RIOCAN REAL ESTATE INVESTMENT TRUST $17 – Toronto symbol REI.UN

RIOCAN REAL ESTATE INVESTMENT TRUST $17 (Toronto symbol REI.UN; Aggressive Growth Portfolio, Manufacturing & Industry sector; Units outstanding: 234.2 million; Market cap: $4 billion; Price-to-sales ratio: 5.4; SI Rating: Average) is Canada’s largest real-estate income trust, with properties in all 10 provinces. RioCan specializes in big-box outdoor malls, and owns 247 retail properties, 13 of which are under development. Most are in suburban areas, where land is generally cheaper than in towns and cities.

The trust also owns office buildings and residential complexes. These represent 4% of its net leasable area of 36.2 million square feet.

RioCan’s revenue rose 31.3%, from $581.7 million in 2004 to $763.8 million in 2008, mainly due to strong interest from retailers for big-box-style malls. These malls now account for 45% of RioCan’s holdings.

Despite the higher revenue, the trust’s annual earnings have stayed between $138.9 million (or $0.67 a unit) and $163.8 million (or $0.83 a unit) for most of the past five years, mainly because of the higher development costs. Cash flow per unit rose from $1.39 in 2004 to $1.51 in 2007, but fell to $1.48 in 2008.

High-quality tenants cut risk

RioCan’s occupancy rate remains high, at 97.1%, despite the recession. That’s because its main tenants are large, established firms, such as Wal-Mart, Cineplex, Canadian Tire and Metro supermarkets. Together, these types of companies account for 84.6% of RioCan’s revenue.

Moreover, grocery stores either anchor or co-anchor 76% of RioCan’s malls. Demand for food tends to remain steady regardless of the direction of the economy, so these stores generate stable rental revenue for RioCan.
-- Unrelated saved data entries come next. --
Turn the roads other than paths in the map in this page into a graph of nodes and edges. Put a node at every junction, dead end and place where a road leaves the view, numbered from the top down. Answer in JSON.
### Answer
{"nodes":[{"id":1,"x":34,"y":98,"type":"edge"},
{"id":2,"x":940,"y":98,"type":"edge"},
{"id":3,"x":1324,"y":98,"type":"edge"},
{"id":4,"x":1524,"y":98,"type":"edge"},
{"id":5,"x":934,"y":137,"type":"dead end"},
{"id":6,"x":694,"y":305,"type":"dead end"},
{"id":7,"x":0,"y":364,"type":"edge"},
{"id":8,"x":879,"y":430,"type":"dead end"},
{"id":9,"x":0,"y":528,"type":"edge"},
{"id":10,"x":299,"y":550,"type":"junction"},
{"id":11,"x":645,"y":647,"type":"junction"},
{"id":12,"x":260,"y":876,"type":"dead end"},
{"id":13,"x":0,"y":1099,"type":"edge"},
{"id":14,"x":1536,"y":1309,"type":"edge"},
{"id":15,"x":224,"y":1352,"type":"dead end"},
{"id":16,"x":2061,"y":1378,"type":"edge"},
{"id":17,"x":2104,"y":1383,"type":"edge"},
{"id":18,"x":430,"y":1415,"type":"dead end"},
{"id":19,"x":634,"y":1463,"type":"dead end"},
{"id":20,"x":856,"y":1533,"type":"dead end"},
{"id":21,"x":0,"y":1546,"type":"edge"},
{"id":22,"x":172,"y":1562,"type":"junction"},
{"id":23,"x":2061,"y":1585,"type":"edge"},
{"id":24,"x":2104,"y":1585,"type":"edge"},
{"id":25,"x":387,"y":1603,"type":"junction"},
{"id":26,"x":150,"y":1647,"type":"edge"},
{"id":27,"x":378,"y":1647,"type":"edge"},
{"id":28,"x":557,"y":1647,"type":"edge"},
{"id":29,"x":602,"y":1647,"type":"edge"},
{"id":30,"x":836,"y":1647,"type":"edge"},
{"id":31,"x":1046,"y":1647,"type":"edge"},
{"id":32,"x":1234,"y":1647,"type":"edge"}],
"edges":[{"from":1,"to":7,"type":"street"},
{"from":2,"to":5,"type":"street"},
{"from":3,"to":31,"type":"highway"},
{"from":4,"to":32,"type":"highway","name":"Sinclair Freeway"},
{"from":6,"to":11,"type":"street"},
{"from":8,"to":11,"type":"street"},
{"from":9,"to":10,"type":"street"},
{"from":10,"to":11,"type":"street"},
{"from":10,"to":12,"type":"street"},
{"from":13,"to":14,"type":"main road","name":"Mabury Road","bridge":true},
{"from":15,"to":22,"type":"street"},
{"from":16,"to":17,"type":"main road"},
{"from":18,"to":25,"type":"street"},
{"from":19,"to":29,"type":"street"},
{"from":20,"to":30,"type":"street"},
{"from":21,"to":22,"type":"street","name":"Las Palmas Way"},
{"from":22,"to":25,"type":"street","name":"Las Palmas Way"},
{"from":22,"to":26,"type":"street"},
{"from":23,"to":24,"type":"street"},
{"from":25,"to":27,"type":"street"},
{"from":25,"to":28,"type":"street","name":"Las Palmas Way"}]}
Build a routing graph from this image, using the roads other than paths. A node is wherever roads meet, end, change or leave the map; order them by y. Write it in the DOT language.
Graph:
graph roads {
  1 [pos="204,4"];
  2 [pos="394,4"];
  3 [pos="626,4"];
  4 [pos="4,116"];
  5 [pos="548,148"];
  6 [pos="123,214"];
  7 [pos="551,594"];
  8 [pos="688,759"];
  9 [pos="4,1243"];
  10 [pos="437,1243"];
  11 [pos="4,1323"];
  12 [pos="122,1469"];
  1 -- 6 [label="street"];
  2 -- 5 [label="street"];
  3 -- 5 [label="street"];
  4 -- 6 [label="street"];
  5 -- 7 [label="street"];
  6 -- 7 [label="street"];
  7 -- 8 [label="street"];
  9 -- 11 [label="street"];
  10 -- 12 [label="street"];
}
As well, RioCan cuts its risk by structuring its leases so that only a small number expire each year. Only 3.0% of its leases expire this year, followed by 9.0% in 2010, 11.2% in 2011, 8.7% in 2012 and 8.8% in 2013.

Another way RioCan lowers its risk is by focusing its new developments on Canada’s biggest cities: Toronto, Ottawa, Montreal, Vancouver, Edmonton and Calgary. Together, these six cities represent 45% of Canada’s population.

Despite the recession, RioCan developed 173,000 square feet of properties in the second quarter of 2009. That’s up 34.1% from 129,000 square feet a year earlier. About 82% of this involved redeveloping existing properties.

Strategy allows for low-cost expansion

RioCan typically leaves lots of room at its malls for expanding existing stores or building new ones. This also lets it add office or residential units in suburban areas as the surrounding population grows.

The trust’s strong balance sheet will let it continue to invest in new and existing properties.

As of June 30, 2009, RioCan’s debt stood at $3.6 billion, or 90% of its market cap. However, a high debt load is common for REITs like RioCan. That’s because they need to borrow to fund new developments, but don’t get cash flow from these projects until they start operating. RioCan also staggers the maturity dates of its borrowings, which keeps its annual repayments manageable.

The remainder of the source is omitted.